"Pour qu’un enfant grandisse, il faut tout un village" (proverbe africain)

mercredi 11 novembre 2009

La FSU a mis dans le paysage sa grève du 24 novembre sur le budget.24h de grève, le plus tard possible par rapport aux agressions de la rentrée et même par rapport au débat budgétaire. Au conseil national de la FSU nous avons proposé, en tant qu’Émancipation, un dispositif de mobilisation à la hauteur de l’offensive gouvernementale, pour le retrait de toutes les contre réformes avec l’abandon du marché de dupes qu’est le "dialogue social" de Sarkozy.

Depuis, le rapport sur les mineurs étrangers en zones d’attente est sorti : des mômes de 6 ans à qui on demande de signer leur accord pour être expédiés, et qu’on remet immédiatement dans le premier avion venu pour qu’ils ne disposent pas des 24 h de présence sur le sol français nécessaires pour leur ouvrir des droits. Ces pratiques odieuses sont à mettre en relation avec la disparition programmée du dispositif de protection des mineurs isolés, les prélèvements osseux pour déterminer l’âge des mineurs étrangers, ainsi que l’utilisation des enfants scolarisés pour piéger les parents sans papiers et les tentatives d’imposer des tests ADN pour les familles migrantes…

Ces abominations se développent, parce qu’il manque, à côté de la mobilisation souvent déterminée des associations de défense des droits de l’homme et des enfants, celle des organisations syndicales, qui traitent ces questions au chapitre des “droits et libertés”, rarement dans les résolutions sur l’action.

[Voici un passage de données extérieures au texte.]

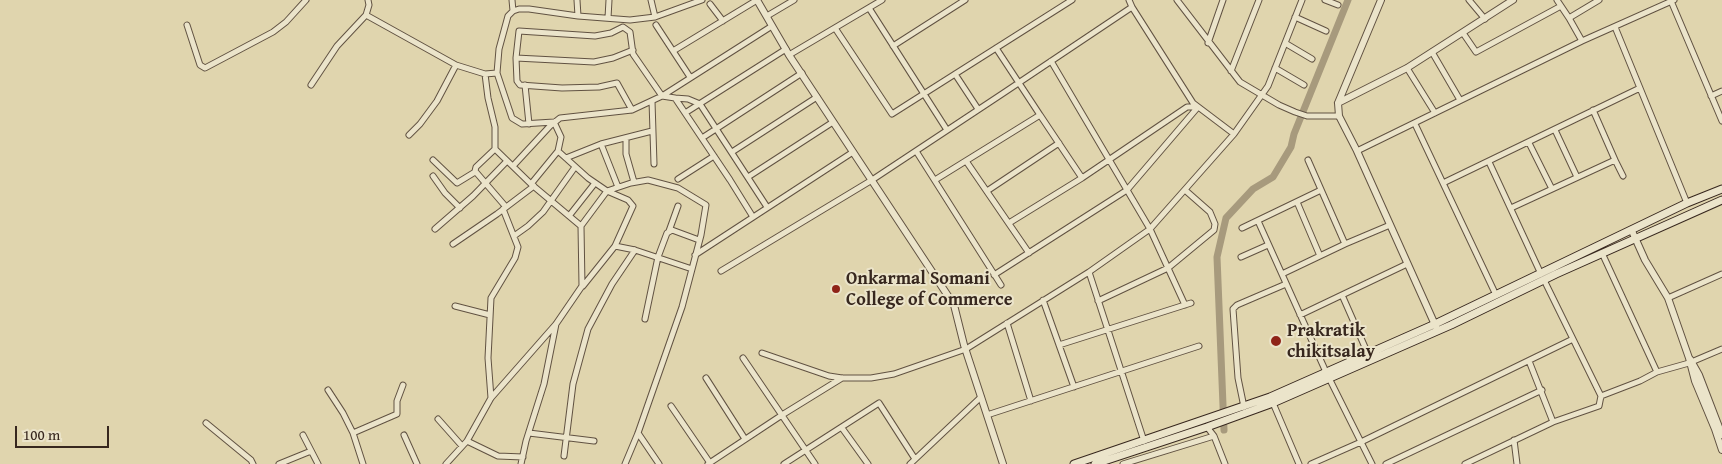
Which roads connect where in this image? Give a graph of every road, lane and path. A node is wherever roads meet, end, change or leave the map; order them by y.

La plate forme de la grève du 24 novembre n’évoque pas ces problèmes… Mais la date choisie percute les célébrations du vingtième anniversaire de la Convention internationale des droits de l’enfant (CIDE) adoptée le 20 novembre 89. On est contre les commémorations officielles, et quel sens a la ratification de cette convention par l’État français quand ce même État bafoue chaque jour plus les droits des enfants. Mais on peut aussi penser que consacrer une partie des nos AG et de nos tracts de préparation de la grève du 24, permettra peut-être que ces questions brûlantes constituent un point à part entière de la réflexion et de l’action syndicales, en lieu et place de l’intérêt de bon ton pour "les usagers" de nos services publics, qui tous peu ou prou ont affaire à l’enfance.

Et il ya matière, avec la réforme de l’ordonnance de 45 sur la protection des mineurs et la casse de la protection judiciaire de la jeunesse, le fichage, la criminalisation et l’enfermement des enfants en EPM ou en prison et ce dès avant 13 ans, avec les bavures la défiance et le harcèlement permanent vis-à-vis des enfants, confinant à un racisme anti jeunes, avec la mort annoncée de la fonction de défenseur des enfants et l’asphyxie des associations d’éducation populaire et de plein air (1)...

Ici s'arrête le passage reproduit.